Work item:
Identify all lines in the listing that include the word "Автогенная", and copy them out.

___ Material provided

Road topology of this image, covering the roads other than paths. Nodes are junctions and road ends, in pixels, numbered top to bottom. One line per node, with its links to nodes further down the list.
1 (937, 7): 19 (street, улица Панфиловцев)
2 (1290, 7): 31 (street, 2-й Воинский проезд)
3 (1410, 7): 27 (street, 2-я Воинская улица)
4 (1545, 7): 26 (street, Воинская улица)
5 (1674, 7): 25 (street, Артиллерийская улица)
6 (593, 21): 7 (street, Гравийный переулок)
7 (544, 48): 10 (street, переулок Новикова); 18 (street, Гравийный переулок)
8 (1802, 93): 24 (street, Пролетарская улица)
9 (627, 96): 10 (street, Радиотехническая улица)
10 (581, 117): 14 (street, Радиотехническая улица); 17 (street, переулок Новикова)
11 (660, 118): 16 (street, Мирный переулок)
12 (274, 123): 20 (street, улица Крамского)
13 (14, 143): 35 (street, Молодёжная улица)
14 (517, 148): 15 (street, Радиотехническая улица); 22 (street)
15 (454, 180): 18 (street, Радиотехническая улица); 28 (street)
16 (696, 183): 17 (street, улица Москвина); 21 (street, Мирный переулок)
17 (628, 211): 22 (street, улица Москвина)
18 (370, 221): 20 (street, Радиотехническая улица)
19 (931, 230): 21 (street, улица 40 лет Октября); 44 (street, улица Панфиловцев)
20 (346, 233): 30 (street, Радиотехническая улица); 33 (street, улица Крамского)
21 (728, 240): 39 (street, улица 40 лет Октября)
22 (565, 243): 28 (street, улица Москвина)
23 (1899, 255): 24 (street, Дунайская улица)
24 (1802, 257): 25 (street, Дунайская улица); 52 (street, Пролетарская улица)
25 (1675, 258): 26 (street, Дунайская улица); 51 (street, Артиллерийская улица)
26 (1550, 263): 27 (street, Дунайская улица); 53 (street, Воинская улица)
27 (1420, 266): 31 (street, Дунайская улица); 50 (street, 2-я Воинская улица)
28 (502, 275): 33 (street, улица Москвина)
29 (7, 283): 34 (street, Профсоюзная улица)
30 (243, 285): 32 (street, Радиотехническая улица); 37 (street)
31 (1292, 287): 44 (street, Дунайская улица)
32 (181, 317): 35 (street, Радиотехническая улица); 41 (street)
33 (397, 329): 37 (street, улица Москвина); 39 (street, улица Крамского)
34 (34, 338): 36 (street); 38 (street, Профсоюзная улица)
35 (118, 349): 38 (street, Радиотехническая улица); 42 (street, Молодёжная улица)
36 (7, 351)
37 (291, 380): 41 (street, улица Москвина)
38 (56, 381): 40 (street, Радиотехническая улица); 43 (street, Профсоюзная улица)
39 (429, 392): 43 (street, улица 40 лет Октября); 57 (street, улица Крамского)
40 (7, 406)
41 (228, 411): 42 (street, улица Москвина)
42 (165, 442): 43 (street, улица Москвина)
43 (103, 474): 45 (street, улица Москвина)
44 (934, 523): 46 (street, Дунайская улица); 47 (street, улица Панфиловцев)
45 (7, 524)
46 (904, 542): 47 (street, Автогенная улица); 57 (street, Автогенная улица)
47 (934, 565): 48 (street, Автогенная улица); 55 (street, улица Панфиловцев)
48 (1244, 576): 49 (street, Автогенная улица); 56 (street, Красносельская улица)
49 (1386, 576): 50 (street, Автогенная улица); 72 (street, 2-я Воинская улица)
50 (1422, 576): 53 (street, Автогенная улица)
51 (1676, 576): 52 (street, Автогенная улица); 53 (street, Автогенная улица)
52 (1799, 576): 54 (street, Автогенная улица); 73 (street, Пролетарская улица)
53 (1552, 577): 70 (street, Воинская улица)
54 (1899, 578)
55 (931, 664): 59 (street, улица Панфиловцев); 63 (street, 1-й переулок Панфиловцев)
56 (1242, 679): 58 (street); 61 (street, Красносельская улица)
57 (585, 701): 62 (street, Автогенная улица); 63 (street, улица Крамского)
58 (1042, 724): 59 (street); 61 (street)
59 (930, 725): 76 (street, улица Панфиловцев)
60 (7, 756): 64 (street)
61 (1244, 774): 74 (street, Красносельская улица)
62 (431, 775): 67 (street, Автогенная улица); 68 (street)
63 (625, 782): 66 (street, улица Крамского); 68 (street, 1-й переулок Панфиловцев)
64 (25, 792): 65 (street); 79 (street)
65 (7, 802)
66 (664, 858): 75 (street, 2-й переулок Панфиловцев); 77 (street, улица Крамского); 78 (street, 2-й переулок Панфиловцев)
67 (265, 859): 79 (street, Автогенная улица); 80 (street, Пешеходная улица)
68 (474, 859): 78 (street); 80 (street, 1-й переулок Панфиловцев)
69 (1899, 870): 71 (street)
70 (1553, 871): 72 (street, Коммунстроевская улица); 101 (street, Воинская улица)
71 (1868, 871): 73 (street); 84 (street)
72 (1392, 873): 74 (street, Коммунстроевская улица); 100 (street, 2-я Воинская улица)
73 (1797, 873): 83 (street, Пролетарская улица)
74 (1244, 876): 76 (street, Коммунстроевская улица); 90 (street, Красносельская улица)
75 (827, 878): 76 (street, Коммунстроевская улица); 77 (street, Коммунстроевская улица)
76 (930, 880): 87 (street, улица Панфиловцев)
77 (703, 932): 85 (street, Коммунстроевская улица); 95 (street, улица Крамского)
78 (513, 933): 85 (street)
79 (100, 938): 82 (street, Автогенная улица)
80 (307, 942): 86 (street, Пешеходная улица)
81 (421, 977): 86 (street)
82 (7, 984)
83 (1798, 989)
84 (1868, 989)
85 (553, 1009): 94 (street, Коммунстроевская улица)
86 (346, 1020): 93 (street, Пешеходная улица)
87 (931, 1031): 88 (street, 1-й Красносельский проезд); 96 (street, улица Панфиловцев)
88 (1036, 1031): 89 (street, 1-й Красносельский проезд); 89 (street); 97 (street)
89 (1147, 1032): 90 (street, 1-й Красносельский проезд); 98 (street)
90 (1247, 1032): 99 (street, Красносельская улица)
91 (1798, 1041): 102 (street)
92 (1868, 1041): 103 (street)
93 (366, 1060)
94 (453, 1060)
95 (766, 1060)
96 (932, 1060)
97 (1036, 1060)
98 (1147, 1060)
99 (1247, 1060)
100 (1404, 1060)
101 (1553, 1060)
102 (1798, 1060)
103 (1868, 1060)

______

Result for this task:
46 (904, 542): 47 (street, Автогенная улица); 57 (street, Автогенная улица)
47 (934, 565): 48 (street, Автогенная улица); 55 (street, улица Панфиловцев)
48 (1244, 576): 49 (street, Автогенная улица); 56 (street, Красносельская улица)
49 (1386, 576): 50 (street, Автогенная улица); 72 (street, 2-я Воинская улица)
50 (1422, 576): 53 (street, Автогенная улица)
51 (1676, 576): 52 (street, Автогенная улица); 53 (street, Автогенная улица)
52 (1799, 576): 54 (street, Автогенная улица); 73 (street, Пролетарская улица)
57 (585, 701): 62 (street, Автогенная улица); 63 (street, улица Крамского)
62 (431, 775): 67 (street, Автогенная улица); 68 (street)
67 (265, 859): 79 (street, Автогенная улица); 80 (street, Пешеходная улица)
79 (100, 938): 82 (street, Автогенная улица)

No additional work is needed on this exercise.